In full and exactly, reproduce the entries below, but omit the pictures.

MATERIAL PROVIDED section start

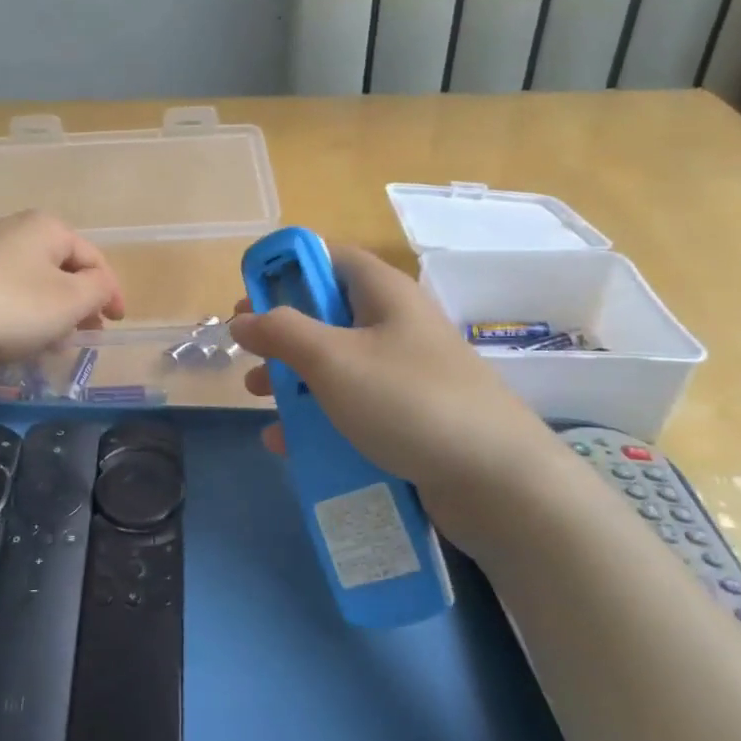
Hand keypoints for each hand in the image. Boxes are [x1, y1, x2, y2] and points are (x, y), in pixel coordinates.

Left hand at [0, 211, 125, 368]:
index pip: (92, 257)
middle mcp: (12, 228)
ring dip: (47, 312)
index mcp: (45, 227)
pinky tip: (12, 340)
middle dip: (76, 303)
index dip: (111, 291)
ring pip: (29, 282)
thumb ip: (97, 290)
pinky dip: (17, 314)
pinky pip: (1, 292)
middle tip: (84, 335)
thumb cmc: (8, 307)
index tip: (117, 323)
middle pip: (59, 267)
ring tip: (50, 345)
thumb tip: (100, 285)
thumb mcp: (68, 302)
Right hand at [228, 246, 562, 556]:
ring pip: (335, 362)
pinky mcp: (409, 415)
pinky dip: (317, 416)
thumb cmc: (408, 401)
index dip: (284, 269)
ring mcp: (405, 372)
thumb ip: (281, 332)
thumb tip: (242, 319)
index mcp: (383, 294)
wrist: (498, 481)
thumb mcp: (333, 359)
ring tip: (258, 397)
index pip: (328, 258)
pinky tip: (286, 442)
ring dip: (292, 377)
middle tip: (248, 352)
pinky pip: (352, 405)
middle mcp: (395, 325)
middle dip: (281, 332)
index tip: (249, 297)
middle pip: (326, 312)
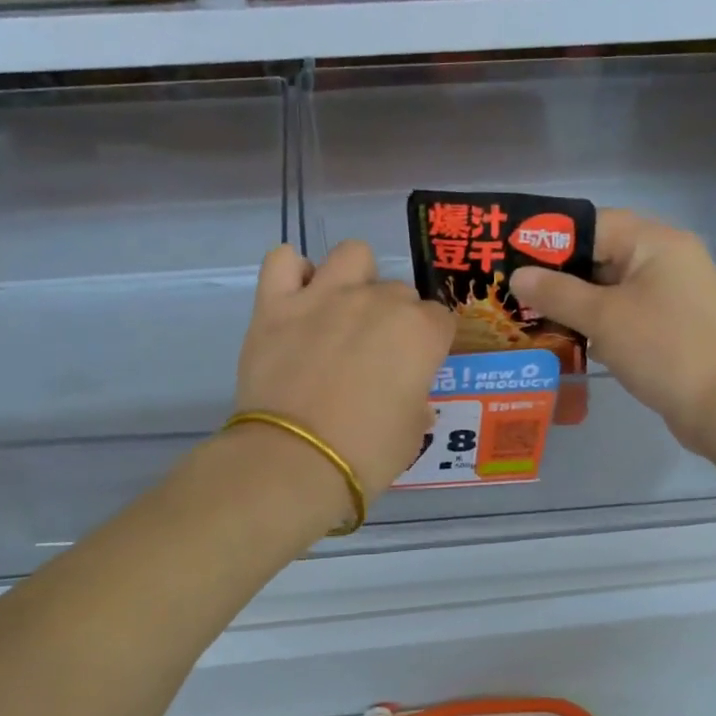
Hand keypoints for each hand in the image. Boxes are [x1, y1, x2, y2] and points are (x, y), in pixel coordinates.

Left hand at [235, 241, 455, 506]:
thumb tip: (410, 398)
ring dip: (354, 277)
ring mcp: (324, 296)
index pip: (439, 319)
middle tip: (374, 354)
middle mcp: (376, 301)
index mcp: (419, 332)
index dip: (429, 343)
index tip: (416, 366)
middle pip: (398, 290)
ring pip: (352, 254)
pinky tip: (296, 298)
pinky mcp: (275, 304)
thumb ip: (416, 402)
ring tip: (341, 311)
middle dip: (393, 316)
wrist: (295, 461)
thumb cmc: (366, 454)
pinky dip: (292, 273)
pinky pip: (282, 260)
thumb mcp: (411, 435)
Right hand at [510, 210, 715, 449]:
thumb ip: (556, 293)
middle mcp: (665, 259)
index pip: (593, 224)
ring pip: (609, 286)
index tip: (512, 256)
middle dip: (557, 274)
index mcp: (655, 242)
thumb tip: (517, 276)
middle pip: (600, 254)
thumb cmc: (662, 349)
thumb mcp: (603, 317)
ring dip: (573, 300)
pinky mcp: (668, 323)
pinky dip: (594, 320)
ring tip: (529, 314)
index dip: (550, 239)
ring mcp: (670, 293)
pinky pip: (622, 311)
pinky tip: (564, 338)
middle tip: (514, 290)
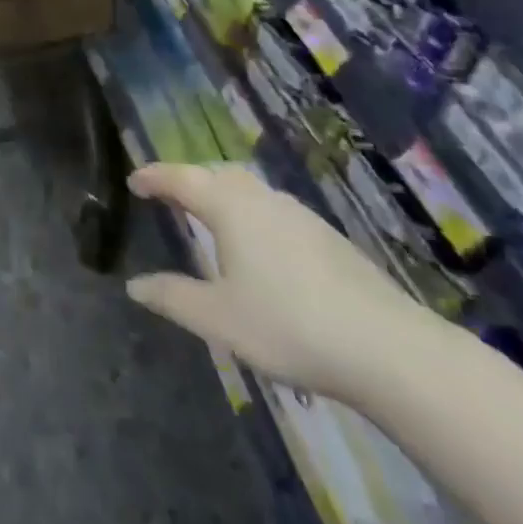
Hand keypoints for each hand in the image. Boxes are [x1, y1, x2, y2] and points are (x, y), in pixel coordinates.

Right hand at [125, 163, 430, 403]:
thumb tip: (134, 285)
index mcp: (229, 207)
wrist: (389, 348)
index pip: (181, 178)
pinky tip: (258, 244)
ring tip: (208, 215)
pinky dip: (249, 212)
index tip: (133, 179)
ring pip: (248, 189)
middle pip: (216, 174)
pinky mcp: (327, 236)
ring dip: (221, 193)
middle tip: (168, 194)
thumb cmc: (290, 326)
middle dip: (188, 179)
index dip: (154, 176)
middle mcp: (261, 198)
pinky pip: (272, 208)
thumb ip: (173, 298)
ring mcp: (299, 215)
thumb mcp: (219, 318)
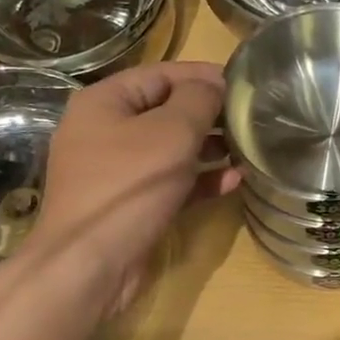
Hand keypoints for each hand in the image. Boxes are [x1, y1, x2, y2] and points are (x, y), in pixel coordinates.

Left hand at [27, 62, 237, 313]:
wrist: (90, 265)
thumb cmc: (129, 186)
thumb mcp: (171, 133)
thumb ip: (198, 101)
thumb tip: (214, 85)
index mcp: (103, 102)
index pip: (158, 75)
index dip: (201, 76)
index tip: (241, 83)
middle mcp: (104, 131)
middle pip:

MATERIAL PROVIDED section end

◆ **FINAL ANSWER**
Hand keypoints for each hand in the image. Boxes are [x1, y1, x2, y2] and points are (x, y), in pixel coordinates.

Left hand at [0, 211, 125, 368]:
index pip: (92, 257)
middle mcp: (12, 228)
ring dip: (47, 312)
index mcp: (45, 227)
pinky tip: (12, 340)
middle dip: (76, 303)
index dip: (111, 291)
ring pip: (29, 282)
thumb ip: (97, 290)
pinky dip: (17, 314)
pinky pip: (1, 292)
middle tip: (84, 335)
thumb cmc: (8, 307)
index tip: (117, 323)
middle pip: (59, 267)
ring tip: (50, 345)
thumb tip: (100, 285)
thumb mcp: (68, 302)
Right hand at [228, 246, 562, 556]:
ring pip: (335, 362)
pinky mcp: (409, 415)
pinky dip: (317, 416)
thumb cmc: (408, 401)
index dip: (284, 269)
ring mcp: (405, 372)
thumb ip: (281, 332)
thumb tip: (242, 319)
index mcp: (383, 294)
wrist: (498, 481)
thumb mcp: (333, 359)
ring tip: (258, 397)
index pip: (328, 258)
pinky tip: (286, 442)
ring dip: (292, 377)
middle tip: (248, 352)
pinky pip: (352, 405)
middle mcp: (395, 325)
middle dip: (281, 332)
index tip: (249, 297)
middle pip: (326, 312)
Hand keypoints for each hand in the image. Boxes are [x1, y1, x2, y2] and points are (x, y), in pixel coordinates.

Left hand at [235, 241, 455, 506]:
thumb tip: (410, 398)
ring dip: (354, 277)
ring mcp: (324, 296)
index pip: (439, 319)
middle tip: (374, 354)
middle mcp: (376, 301)
index mcp: (419, 332)
index dip: (429, 343)
index tip: (416, 366)
middle pip: (398, 290)
ring pip: (352, 254)
pinky tip: (296, 298)
pinky mcp: (275, 304)
thumb ip: (416, 402)
ring tip: (341, 311)
middle dip: (393, 316)
wrist: (295, 461)
thumb cmc: (366, 454)
pinky dip: (292, 273)
pinky pip: (282, 260)
thumb mcp: (411, 435)
Right hand at [510, 210, 715, 449]:
thumb ip: (556, 293)
middle mcp: (665, 259)
index pip: (593, 224)
ring pip: (609, 286)
index tip: (512, 256)
middle dip: (557, 274)
index mcp: (655, 242)
thumb tip: (517, 276)
middle pip: (600, 254)
thumb cmc: (662, 349)
thumb mcp: (603, 317)
ring dip: (573, 300)
pinky mcp: (668, 323)
pinky dip: (594, 320)
ring tip: (529, 314)
index dip: (550, 239)
ring mcp: (670, 293)
pinky pip: (622, 311)
pinky tip: (564, 338)
middle tip: (514, 290)
Hand keypoints for each hand in the image. Boxes are [x1, y1, x2, y2] and points are (x, y), in pixel coordinates.

Right hand at [125, 163, 430, 403]:
thumb tip: (134, 285)
index mcp: (229, 207)
wrist: (389, 348)
index pip: (181, 178)
pinky tip: (258, 244)
ring tip: (208, 215)
pinky dip: (249, 212)
index tip: (133, 179)
ring pip: (248, 189)
middle pip: (216, 174)
pinky mcp: (327, 236)
ring dip: (221, 193)
middle tip: (168, 194)
thumb cmc: (290, 326)
middle dip: (188, 179)
index dip: (154, 176)
middle mcp: (261, 198)
pinky pip: (272, 208)
thumb ip: (173, 298)
ring mcp: (299, 215)
thumb mcp: (219, 318)
Hand keypoints for each hand in the image. Boxes are [x1, y1, x2, y2] and points are (x, y), in pixel coordinates.

Left hand at [27, 62, 237, 313]:
wrist: (90, 265)
thumb cmc: (129, 186)
thumb mcp: (171, 133)
thumb ip: (198, 101)
thumb tip: (214, 85)
index mcp: (103, 102)
index pip: (158, 75)
index dip: (201, 76)
index tip: (241, 83)
middle mcp: (104, 131)
middle pip:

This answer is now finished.